General and administrative expenses increased $1.7 million or 13% in the first six months of 2011 compared to the first six months of 2010 primarily due to increases in employee costs.
Interest expense, net of capitalized interest, increased $0.7 million between the comparative six months of 2011 and 2010. We capitalized interest based on the net book value associated with undeveloped leasehold not being amortized, the construction of additional drilling rigs and the construction of gas gathering systems.

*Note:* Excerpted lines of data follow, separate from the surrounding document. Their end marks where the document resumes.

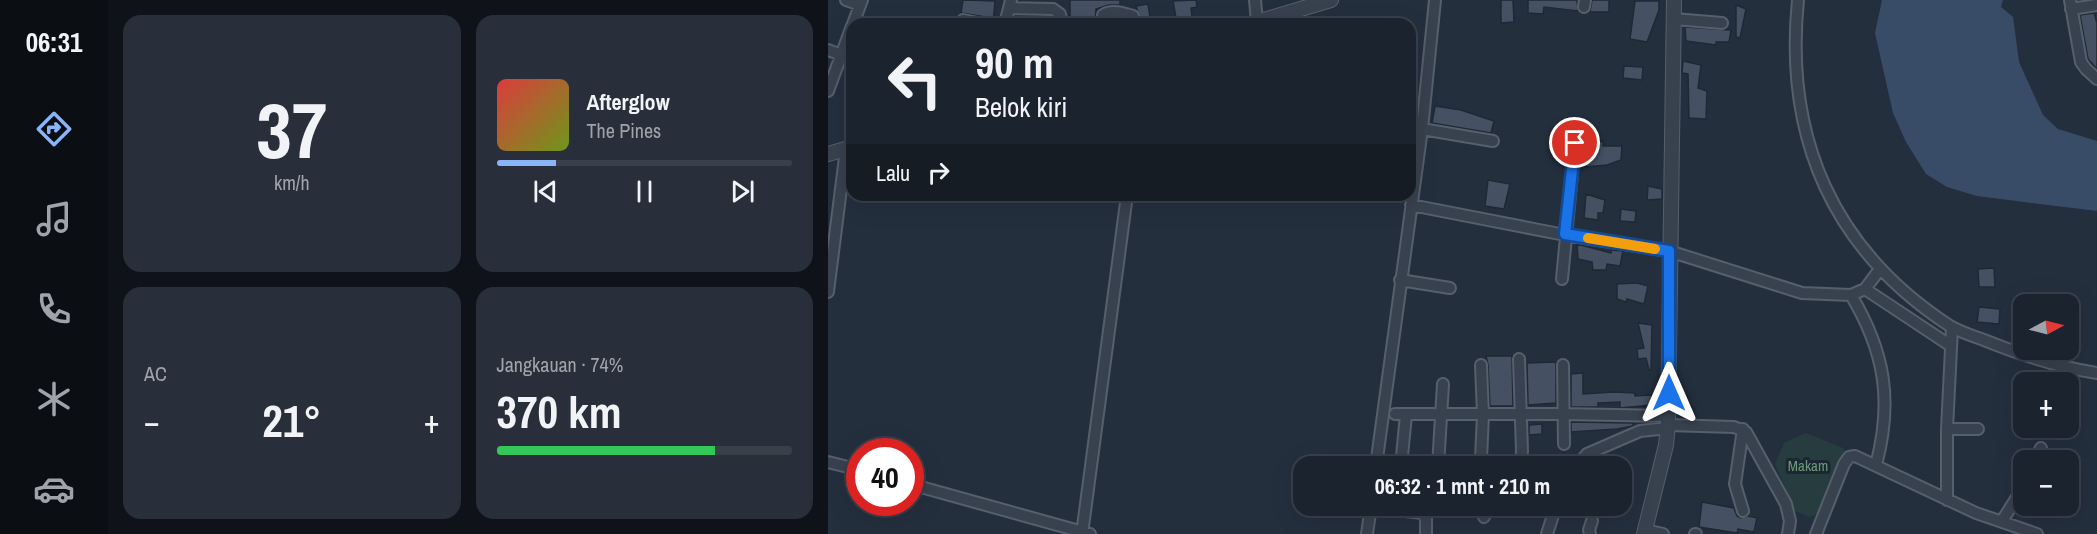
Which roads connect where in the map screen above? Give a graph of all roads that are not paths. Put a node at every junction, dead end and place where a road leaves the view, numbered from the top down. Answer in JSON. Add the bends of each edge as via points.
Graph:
{"nodes":[{"id":1,"x":846,"y":0,"type":"edge"},
{"id":2,"x":1255,"y":0,"type":"edge"},
{"id":3,"x":1331,"y":0,"type":"edge"},
{"id":4,"x":1435,"y":0,"type":"edge"},
{"id":5,"x":1674,"y":0,"type":"edge"},
{"id":6,"x":1797,"y":0,"type":"edge"},
{"id":7,"x":2096,"y":0,"type":"edge"},
{"id":8,"x":861,"y":2,"type":"edge"},
{"id":9,"x":1316,"y":2,"type":"edge"},
{"id":10,"x":1008,"y":3,"type":"edge"},
{"id":11,"x":2071,"y":5,"type":"edge"},
{"id":12,"x":2097,"y":6,"type":"edge"},
{"id":13,"x":855,"y":18,"type":"edge"},
{"id":14,"x":1006,"y":18,"type":"edge"},
{"id":15,"x":1061,"y":18,"type":"edge"},
{"id":16,"x":1103,"y":18,"type":"edge"},
{"id":17,"x":1134,"y":18,"type":"edge"},
{"id":18,"x":1254,"y":18,"type":"edge"},
{"id":19,"x":1269,"y":18,"type":"edge"},
{"id":20,"x":1674,"y":19,"type":"junction"},
{"id":21,"x":1722,"y":23,"type":"dead end"},
{"id":22,"x":846,"y":41,"type":"edge"},
{"id":23,"x":828,"y":50,"type":"edge"},
{"id":24,"x":841,"y":55,"type":"junction"},
{"id":25,"x":846,"y":57,"type":"edge"},
{"id":26,"x":2097,"y":79,"type":"edge"},
{"id":27,"x":828,"y":91,"type":"edge"},
{"id":28,"x":1422,"y":129,"type":"junction"},
{"id":29,"x":1493,"y":141,"type":"dead end"},
{"id":30,"x":1575,"y":143,"type":"dead end"},
{"id":31,"x":846,"y":149,"type":"edge"},
{"id":32,"x":828,"y":154,"type":"edge"},
{"id":33,"x":846,"y":169,"type":"edge"},
{"id":34,"x":1416,"y":170,"type":"edge"},
{"id":35,"x":1126,"y":201,"type":"edge"},
{"id":36,"x":1412,"y":201,"type":"edge"},
{"id":37,"x":1411,"y":205,"type":"junction"},
{"id":38,"x":1565,"y":234,"type":"junction"},
{"id":39,"x":1669,"y":251,"type":"junction"},
{"id":40,"x":1880,"y":269,"type":"junction"},
{"id":41,"x":1562,"y":279,"type":"dead end"},
{"id":42,"x":1400,"y":280,"type":"junction"},
{"id":43,"x":1450,"y":288,"type":"dead end"},
{"id":44,"x":1865,"y":289,"type":"junction"},
{"id":45,"x":828,"y":292,"type":"edge"},
{"id":46,"x":1851,"y":295,"type":"junction"},
{"id":47,"x":1952,"y":328,"type":"junction"},
{"id":48,"x":1951,"y":346,"type":"junction"},
{"id":49,"x":1519,"y":359,"type":"dead end"},
{"id":50,"x":1481,"y":365,"type":"dead end"},
{"id":51,"x":1563,"y":365,"type":"dead end"},
{"id":52,"x":2097,"y":373,"type":"edge"},
{"id":53,"x":1443,"y":384,"type":"dead end"},
{"id":54,"x":1483,"y":414,"type":"junction"},
{"id":55,"x":1522,"y":414,"type":"junction"},
{"id":56,"x":1563,"y":414,"type":"junction"},
{"id":57,"x":1441,"y":416,"type":"junction"},
{"id":58,"x":1668,"y":423,"type":"junction"},
{"id":59,"x":1743,"y":429,"type":"junction"},
{"id":60,"x":1947,"y":429,"type":"junction"},
{"id":61,"x":1978,"y":429,"type":"dead end"},
{"id":62,"x":1564,"y":444,"type":"dead end"},
{"id":63,"x":1377,"y":456,"type":"edge"},
{"id":64,"x":1401,"y":456,"type":"edge"},
{"id":65,"x":1439,"y":456,"type":"edge"},
{"id":66,"x":1481,"y":456,"type":"edge"},
{"id":67,"x":1522,"y":456,"type":"edge"},
{"id":68,"x":1585,"y":456,"type":"edge"},
{"id":69,"x":828,"y":462,"type":"edge"},
{"id":70,"x":1876,"y":465,"type":"junction"},
{"id":71,"x":846,"y":466,"type":"edge"},
{"id":72,"x":924,"y":488,"type":"edge"},
{"id":73,"x":1947,"y":500,"type":"junction"},
{"id":74,"x":2013,"y":504,"type":"edge"},
{"id":75,"x":1743,"y":511,"type":"dead end"},
{"id":76,"x":1370,"y":516,"type":"edge"},
{"id":77,"x":1424,"y":516,"type":"edge"},
{"id":78,"x":1553,"y":516,"type":"edge"},
{"id":79,"x":2002,"y":521,"type":"junction"},
{"id":80,"x":1592,"y":522,"type":"dead end"},
{"id":81,"x":1645,"y":532,"type":"edge"},
{"id":82,"x":1085,"y":533,"type":"edge"},
{"id":83,"x":1367,"y":534,"type":"edge"},
{"id":84,"x":1426,"y":534,"type":"edge"},
{"id":85,"x":1547,"y":534,"type":"edge"},
{"id":86,"x":1590,"y":534,"type":"edge"},
{"id":87,"x":1663,"y":534,"type":"edge"},
{"id":88,"x":1788,"y":534,"type":"edge"},
{"id":89,"x":1816,"y":534,"type":"edge"},
{"id":90,"x":2037,"y":534,"type":"edge"}],
"edges":[{"from":1,"to":8,"type":"street"},
{"from":2,"to":18,"type":"street"},
{"from":3,"to":9,"type":"street"},
{"from":4,"to":28,"type":"street"},
{"from":5,"to":20,"type":"street"},
{"from":6,"to":40,"type":"street","via":[[1800,106],[1817,172],[1851,234]]},
{"from":7,"to":12,"type":"street"},
{"from":8,"to":13,"type":"street"},
{"from":9,"to":19,"type":"street"},
{"from":10,"to":14,"type":"street"},
{"from":10,"to":15,"type":"street","via":[[1053,9]]},
{"from":11,"to":12,"type":"street"},
{"from":11,"to":26,"type":"street","via":[[2081,62]]},
{"from":16,"to":17,"type":"street","via":[[1110,12]]},
{"from":20,"to":21,"type":"street"},
{"from":20,"to":39,"type":"street"},
{"from":22,"to":24,"type":"street"},
{"from":23,"to":24,"type":"street"},
{"from":24,"to":25,"type":"street"},
{"from":24,"to":27,"type":"street"},
{"from":28,"to":29,"type":"street"},
{"from":28,"to":34,"type":"street"},
{"from":30,"to":38,"type":"street"},
{"from":31,"to":32,"type":"street"},
{"from":33,"to":45,"type":"street"},
{"from":35,"to":82,"type":"street"},
{"from":36,"to":37,"type":"street"},
{"from":37,"to":38,"type":"street"},
{"from":37,"to":42,"type":"street"},
{"from":38,"to":39,"type":"street"},
{"from":38,"to":41,"type":"street"},
{"from":39,"to":46,"type":"street","via":[[1802,292]]},
{"from":39,"to":58,"type":"street"},
{"from":40,"to":44,"type":"street"},
{"from":40,"to":47,"type":"street"},
{"from":42,"to":43,"type":"street"},
{"from":42,"to":63,"type":"street"},
{"from":44,"to":46,"type":"street"},
{"from":44,"to":48,"type":"street"},
{"from":46,"to":70,"type":"street","via":[[1875,340],[1885,390]]},
{"from":47,"to":48,"type":"street"},
{"from":47,"to":52,"type":"street","via":[[2060,367]]},
{"from":48,"to":60,"type":"street"},
{"from":49,"to":55,"type":"street"},
{"from":50,"to":54,"type":"street"},
{"from":51,"to":56,"type":"street"},
{"from":53,"to":57,"type":"street"},
{"from":54,"to":55,"type":"street"},
{"from":54,"to":57,"type":"street"},
{"from":54,"to":66,"type":"street"},
{"from":55,"to":56,"type":"street"},
{"from":55,"to":67,"type":"street"},
{"from":56,"to":58,"type":"street"},
{"from":56,"to":62,"type":"street"},
{"from":57,"to":64,"type":"street","via":[[1401,414]]},
{"from":57,"to":65,"type":"street"},
{"from":58,"to":59,"type":"street"},
{"from":58,"to":68,"type":"street"},
{"from":58,"to":81,"type":"street"},
{"from":59,"to":75,"type":"street","via":[[1736,484]]},
{"from":59,"to":88,"type":"street","via":[[1786,504]]},
{"from":60,"to":61,"type":"street"},
{"from":60,"to":73,"type":"street"},
{"from":69,"to":71,"type":"street"},
{"from":70,"to":73,"type":"street"},
{"from":70,"to":89,"type":"street","via":[[1858,456],[1847,459]]},
{"from":72,"to":82,"type":"street"},
{"from":73,"to":79,"type":"street"},
{"from":74,"to":79,"type":"street"},
{"from":76,"to":83,"type":"street"},
{"from":77,"to":84,"type":"street"},
{"from":78,"to":85,"type":"street"},
{"from":79,"to":90,"type":"street"},
{"from":80,"to":86,"type":"street"},
{"from":81,"to":87,"type":"street"}]}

Our average interest rate increased by 11% and our average debt outstanding was $151.6 million higher in the first six months of 2011 as compared to the first six months of 2010 due to the drilling of developmental wells and construction of new rigs in 2011.
Income tax expense increased $14.5 million or 34% in the first six months of 2011 compared to the first six months of 2010 primarily due to increased income. Our effective tax rate was 38.5% for the first six months of 2011 and 38.3% for the first six months of 2010. There was no current income tax expense for the first six months of 2011 as compared with $6.1 million or 14% of total income tax expense for the first six months of 2010 due to expected bonus depreciation for 2011. We did not pay any income taxes in the first six months of 2011.
Safe Harbor Statement
This report, including information included in, or incorporated by reference from, future filings by us with the SEC, as well as information contained in written material, press releases and oral statements issued by or on our behalf, contain, or may contain, certain statements that are forward-looking statements within the meaning of federal securities laws. All statements, other than statements of historical facts, included or incorporated by reference in this report, which address activities, events or developments which we expect or anticipate will or may occur in the future are forward-looking statements. The words believes, intends, expects, anticipates, projects, estimates, predicts and similar expressions are used to identify forward-looking statements.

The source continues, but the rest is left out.